Por SARA HANNA
Rescate Venezuela de cara a la crisis humanitaria
En 2014 la inflación en Venezuela llegaba al 54%. Nicolás Maduro tenía tan solo 10 meses en el poder, pero ya se podían sentir los estragos de su gestión. Escaseaban productos básicos como la harina, el azúcar, los huevos o el café, y también las medicinas. Desde entonces, sabíamos que con el gobierno la situación no mejoraría, al contrario, pues insistía en políticas fracasadas que incluían el prolongado control de cambio y regulaciones de precios, prohibitivas para los productores. La escasez solo podría agudizarse bajo esas condiciones.
Cuando nuestros equipos viajaron a varios estados de Venezuela en el marco de nuestra gira nacional para promover el voto en 2015, recibíamos los reportes de primera mano de desnutrición y estado de salud precario a lo largo y ancho del territorio nacional, los niños eran las victimas más afectadas. Ante esta situación no podíamos quedarnos paralizados, los ciudadanos de Venezuela necesitaban una respuesta para enfrentar la aguda crisis de la que estaba siendo víctimas. El gobierno se había olvidado de estas personas.
En el 2016, decidimos crear Rescate Venezuela por iniciativa de Leopoldo López, el líder opositor venezolano fundador del partido Voluntad Popular, y preso de conciencia y de su esposa, la activista por los derechos humanos, Lilian Tintori. A través de esta plataforma, apelamos a la solidaridad y buscamos conectar a la diáspora venezolana con las necesidades de los venezolanos. La respuesta fue abrumadora, recaudamos más de 5 mil cajas de insumos médicos. Los donativos fueron recolectados en 11 ciudades del mundo: Madrid, Miami, París, Panamá, Palo Alto, Bogotá, Ciudad de México, República Dominicana, San Francisco, Orlando y Nueva York.
Desde ese momento, Rescate Venezuela dio un mensaje claro, que ante la adversidad buscaríamos soluciones. Rescate Venezuela se convirtió en un símbolo de esperanza, que tanto necesitan hoy los venezolanos.
A pesar de nuestros esfuerzos, el régimen sigue obstinado no solo en aplicar un modelo fracasado, sino en negar la ayuda humanitaria ofrecida por varios países y organismos internacionales, como gesto de solidaridad hacia el sufrimiento de nuestro pueblo. El régimen ha llegado hasta a decir que la ayuda humanitaria sería injerencia. Pero, cómo puede ser injerencia salvarle la vida a miles de venezolanos que hoy se enfrentan a un 95% de escasez de medicamentos, como lo ha llegado a reconocer el propio presidente de la Asociación Farmacéutica Venezolana.

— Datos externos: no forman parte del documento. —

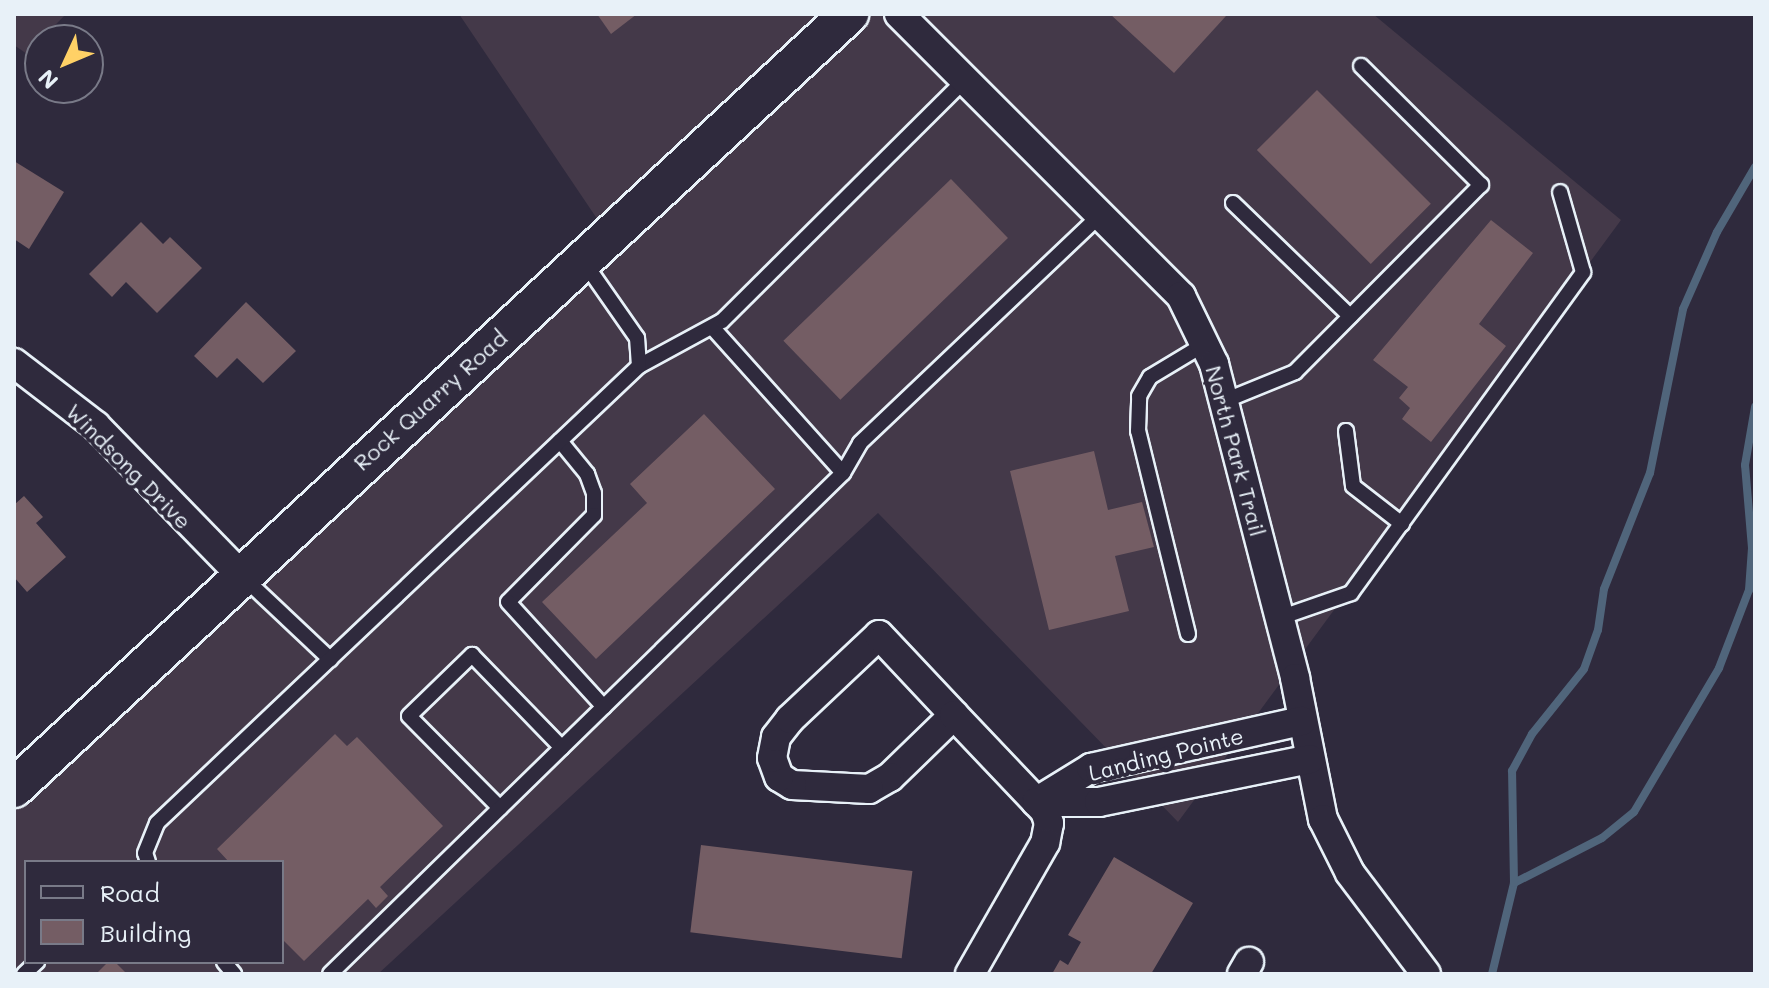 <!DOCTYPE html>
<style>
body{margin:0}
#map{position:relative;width:1769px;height:988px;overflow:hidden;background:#2f2a3d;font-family:Mali,sans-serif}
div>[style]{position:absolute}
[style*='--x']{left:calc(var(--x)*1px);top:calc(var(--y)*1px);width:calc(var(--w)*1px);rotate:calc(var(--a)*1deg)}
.built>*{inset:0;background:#443949}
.stream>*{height:8px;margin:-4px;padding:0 4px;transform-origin:4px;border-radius:4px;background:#50657b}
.building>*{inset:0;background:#745d64;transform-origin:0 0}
.roads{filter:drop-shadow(2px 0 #e8f1f8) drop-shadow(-2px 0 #e8f1f8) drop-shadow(0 2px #e8f1f8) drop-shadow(0 -2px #e8f1f8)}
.lane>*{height:14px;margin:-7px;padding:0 7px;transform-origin:7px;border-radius:7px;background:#2f2a3d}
.street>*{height:28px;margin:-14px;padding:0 14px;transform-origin:14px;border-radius:14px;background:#2f2a3d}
.secondary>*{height:38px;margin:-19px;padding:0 19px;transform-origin:19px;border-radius:19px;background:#2f2a3d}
span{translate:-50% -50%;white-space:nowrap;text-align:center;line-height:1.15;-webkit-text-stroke:8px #2f2a3d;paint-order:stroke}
.street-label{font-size:22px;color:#e8f1f8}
.frame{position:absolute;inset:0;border:16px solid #e8f1f8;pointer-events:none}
.legend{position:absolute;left:24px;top:860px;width:260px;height:104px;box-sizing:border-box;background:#2f2a3d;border:2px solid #797a88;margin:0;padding:10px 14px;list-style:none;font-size:24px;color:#e8f1f8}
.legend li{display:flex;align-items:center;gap:16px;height:40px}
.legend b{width:40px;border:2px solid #797a88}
.north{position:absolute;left:24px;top:24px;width:80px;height:80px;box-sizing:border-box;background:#2f2a3d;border:2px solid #797a88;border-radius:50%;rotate:226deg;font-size:22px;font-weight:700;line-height:32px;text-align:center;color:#e8f1f8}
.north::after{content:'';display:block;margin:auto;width:28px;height:36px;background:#ffd166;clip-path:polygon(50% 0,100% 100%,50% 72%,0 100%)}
</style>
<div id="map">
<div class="built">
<i style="clip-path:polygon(14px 14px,66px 14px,27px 54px,14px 45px)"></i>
<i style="clip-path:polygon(evenodd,459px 14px,1373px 14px,1621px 220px,1178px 822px,878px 513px,378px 974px,14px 974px,14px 809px,608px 235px,459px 14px,26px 862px,282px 862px,282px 962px,26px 962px,26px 862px)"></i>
</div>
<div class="stream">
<i style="--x:1514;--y:883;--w:99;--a:-27.1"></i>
<i style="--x:1602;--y:838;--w:41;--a:-39.1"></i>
<i style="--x:1634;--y:812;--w:167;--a:-59.4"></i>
<i style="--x:1719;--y:668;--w:84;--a:-69"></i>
<i style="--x:1749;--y:590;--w:42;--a:-85.9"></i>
<i style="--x:1752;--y:548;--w:83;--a:-94.8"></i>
<i style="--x:1745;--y:465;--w:59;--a:-80.2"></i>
<i style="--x:1492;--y:974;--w:94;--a:-76.4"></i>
<i style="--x:1514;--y:883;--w:112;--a:-91"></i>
<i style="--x:1512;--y:771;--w:42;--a:-61.6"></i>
<i style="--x:1532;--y:734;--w:83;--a:-51.3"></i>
<i style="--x:1584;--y:669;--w:41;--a:-70.3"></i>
<i style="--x:1598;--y:630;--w:41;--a:-81.7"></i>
<i style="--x:1604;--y:589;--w:125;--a:-68.4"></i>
<i style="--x:1650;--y:473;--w:167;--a:-78.6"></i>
<i style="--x:1683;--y:309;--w:84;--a:-66.2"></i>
<i style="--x:1717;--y:232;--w:75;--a:-59.7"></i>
</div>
<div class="building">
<i style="clip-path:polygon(597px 14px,637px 14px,611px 34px)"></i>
<i style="clip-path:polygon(1110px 14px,1224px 14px,1226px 16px,1174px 73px)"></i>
<i style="left:1317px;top:90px;width:161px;height:85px;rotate:45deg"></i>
<i style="clip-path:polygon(14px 161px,64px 192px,29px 249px,14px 239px)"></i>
<i style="left:951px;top:179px;width:82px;height:233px;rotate:46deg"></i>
<i style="clip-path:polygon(1491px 220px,1533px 253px,1479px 324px,1506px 346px,1431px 442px,1402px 419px,1410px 408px,1399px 398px,1408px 387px,1373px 360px)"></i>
<i style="clip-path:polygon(141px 222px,163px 244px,170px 237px,202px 268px,157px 313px,126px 282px,112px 297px,89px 274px)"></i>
<i style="clip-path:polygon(246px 302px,296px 351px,263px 383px,237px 358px,217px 378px,194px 356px)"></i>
<i style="clip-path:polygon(704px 414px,775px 489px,596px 659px,542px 602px,647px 503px,630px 484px)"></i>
<i style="clip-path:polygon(1094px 451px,1108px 510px,1142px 502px,1154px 547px,1115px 556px,1129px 611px,1049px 630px,1010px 471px)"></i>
<i style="clip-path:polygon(24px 496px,43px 517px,36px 523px,66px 557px,27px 592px,14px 577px,14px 505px)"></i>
<i style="clip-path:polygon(335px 734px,347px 746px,357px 737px,443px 826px,380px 887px,388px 896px,376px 908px,368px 899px,304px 961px,282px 939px,282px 862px,229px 862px,217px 849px)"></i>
<i style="left:701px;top:845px;width:213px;height:88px;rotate:7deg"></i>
<i style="clip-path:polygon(1114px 857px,1193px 903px,1151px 974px,1052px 974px,1060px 960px,1068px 965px,1081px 942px,1068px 935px)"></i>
<i style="clip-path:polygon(108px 962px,115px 962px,127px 974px,96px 974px)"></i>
</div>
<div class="roads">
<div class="lane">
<i style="--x:1233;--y:203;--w:163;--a:44"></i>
<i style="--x:712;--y:327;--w:196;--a:48.1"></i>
<i style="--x:639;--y:366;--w:94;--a:-28.5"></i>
<i style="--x:722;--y:321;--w:339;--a:-44.8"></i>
<i style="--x:1224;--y:401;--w:77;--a:-22.2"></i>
<i style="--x:1295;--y:372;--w:264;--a:-45.2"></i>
<i style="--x:1481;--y:185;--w:169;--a:-135.2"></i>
<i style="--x:1346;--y:431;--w:55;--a:82.7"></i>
<i style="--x:1353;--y:486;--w:62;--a:37.8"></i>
<i style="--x:560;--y:441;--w:43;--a:50.7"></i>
<i style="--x:587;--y:474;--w:20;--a:70"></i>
<i style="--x:594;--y:493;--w:22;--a:90"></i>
<i style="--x:594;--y:515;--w:122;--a:134.7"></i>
<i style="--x:508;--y:602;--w:142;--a:47.6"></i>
<i style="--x:243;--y:577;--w:120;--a:43.3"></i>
<i style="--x:1279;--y:618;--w:76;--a:-19.1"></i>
<i style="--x:1351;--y:593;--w:396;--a:-54.1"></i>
<i style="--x:1583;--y:272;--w:83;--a:-106"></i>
<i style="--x:1188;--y:634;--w:209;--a:-103.8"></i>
<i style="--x:1138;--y:431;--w:35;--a:-88"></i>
<i style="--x:1139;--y:396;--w:22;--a:-60"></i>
<i style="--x:1150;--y:377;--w:64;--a:-31"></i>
<i style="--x:500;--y:808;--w:129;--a:-134.7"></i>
<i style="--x:409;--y:716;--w:88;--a:-44.1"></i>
<i style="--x:472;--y:655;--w:129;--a:45.9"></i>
<i style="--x:148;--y:862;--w:9;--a:-108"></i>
<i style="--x:145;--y:853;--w:32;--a:-68"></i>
<i style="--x:157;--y:823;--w:664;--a:-43.47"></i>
<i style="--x:639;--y:366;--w:28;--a:-94"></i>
<i style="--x:637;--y:338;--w:93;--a:-124.9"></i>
<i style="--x:224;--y:962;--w:16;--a:50"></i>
<i style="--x:24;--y:974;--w:18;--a:-43"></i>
<i style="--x:330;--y:974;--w:717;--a:-44.32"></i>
<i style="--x:843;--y:473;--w:34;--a:-60"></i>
<i style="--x:860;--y:443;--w:330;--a:-43.5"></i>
</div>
<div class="street">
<i style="--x:899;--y:14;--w:399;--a:45"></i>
<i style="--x:1181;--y:296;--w:76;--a:64.1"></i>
<i style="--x:1214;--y:364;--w:324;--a:75.5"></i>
<i style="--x:1295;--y:678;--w:144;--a:78.8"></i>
<i style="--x:1323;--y:819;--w:60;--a:63.4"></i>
<i style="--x:1350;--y:873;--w:126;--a:53"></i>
<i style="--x:14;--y:363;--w:103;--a:37.5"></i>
<i style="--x:96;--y:426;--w:208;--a:45.8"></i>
<i style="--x:954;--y:715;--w:89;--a:135.9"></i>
<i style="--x:890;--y:777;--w:24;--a:150"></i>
<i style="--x:869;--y:789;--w:77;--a:-177"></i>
<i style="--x:792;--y:785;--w:15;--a:-148"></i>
<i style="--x:779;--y:777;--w:20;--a:-110"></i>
<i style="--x:772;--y:758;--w:21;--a:-79"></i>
<i style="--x:776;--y:737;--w:23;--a:-52"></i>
<i style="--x:790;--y:719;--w:122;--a:-43.3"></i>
<i style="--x:879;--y:635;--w:110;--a:46.8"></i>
<i style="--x:954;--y:715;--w:132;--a:46.5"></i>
<i style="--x:1045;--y:811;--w:13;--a:72"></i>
<i style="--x:1049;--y:823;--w:20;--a:101"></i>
<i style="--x:1045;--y:843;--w:151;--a:119.8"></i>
<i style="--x:1036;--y:802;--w:65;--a:-31.7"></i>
<i style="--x:1091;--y:768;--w:216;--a:-12.6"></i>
<i style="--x:1037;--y:802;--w:62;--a:0"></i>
<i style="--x:1099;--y:802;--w:215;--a:-11.5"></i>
<i style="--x:1242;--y:974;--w:14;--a:-60"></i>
</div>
<div class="secondary">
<i style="--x:14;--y:788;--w:1139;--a:-42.83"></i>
</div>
</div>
<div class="street-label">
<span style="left:430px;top:400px;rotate:-42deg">Rock Quarry Road</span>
<span style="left:1236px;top:451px;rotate:75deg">North Park Trail</span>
<span style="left:129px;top:466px;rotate:45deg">Windsong Drive</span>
<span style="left:1166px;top:754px;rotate:-14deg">Landing Pointe</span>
</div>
<div class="frame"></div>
<ul class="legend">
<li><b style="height:10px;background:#2f2a3d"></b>Road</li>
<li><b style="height:22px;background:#745d64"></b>Building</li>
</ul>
<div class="north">N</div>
</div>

Las organizaciones mundiales de salud han alertado sobre los brotes de enfermedades que se consideraban erradicadas, la malaria, el sarampión y la tuberculosis han resurgido en Venezuela. El ejecutivo no publica cifras desde hace más de un año, y la última ministra de la salud que se atrevió a denunciar un incremento en la mortandad infantil y materna fue destituida en tiempo record de su cargo.
Durante las entregas de insumos con Rescate Venezuela, vimos episodios muy dolorosos de persecución. La crueldad de perseguir a quienes ayudan y trancan el paso de medicinas e insumos fue un reflejo muy claro de la disposición que tiene régimen para negarse a atender la crisis. En una oportunidad, cuando quisimos repartir cajas de ayuda humanitaria, fue detenido el director del hospital y llevado a prisión. Las autoridades frenaban nuestro ingreso a los centros de salud, y aun ante su actuación, el pueblo, entre ellos los familiares de los pacientes, desafiaron a las autoridades más de una oportunidad, haciendo cadenas humanas para pasar las cajas por encima de ellos y que llegasen a los pacientes.
Desde hace más de un año también hemos pedido al gobierno que abra el canal humanitario para permitir el ingreso de alimentos y medicinas, un pedido que fue lanzado por el propio Vaticano y al que todavía el gobierno no da respuesta.
Recientemente decidimos relanzar la plataforma para atender la compleja emergencia humanitaria. Como venezolanos no podemos aceptar que, por capricho político, no se atienda la crisis que provoca un altísimo costo humanitario. Han pasado más de dos años desde entonces y el compromiso de Rescate Venezuela sigue inquebrantable, la situación se ha agudizado y nuestra responsabilidad se ha fortalecido. La enfermedad no discrimina, ni puede tener color o ideología.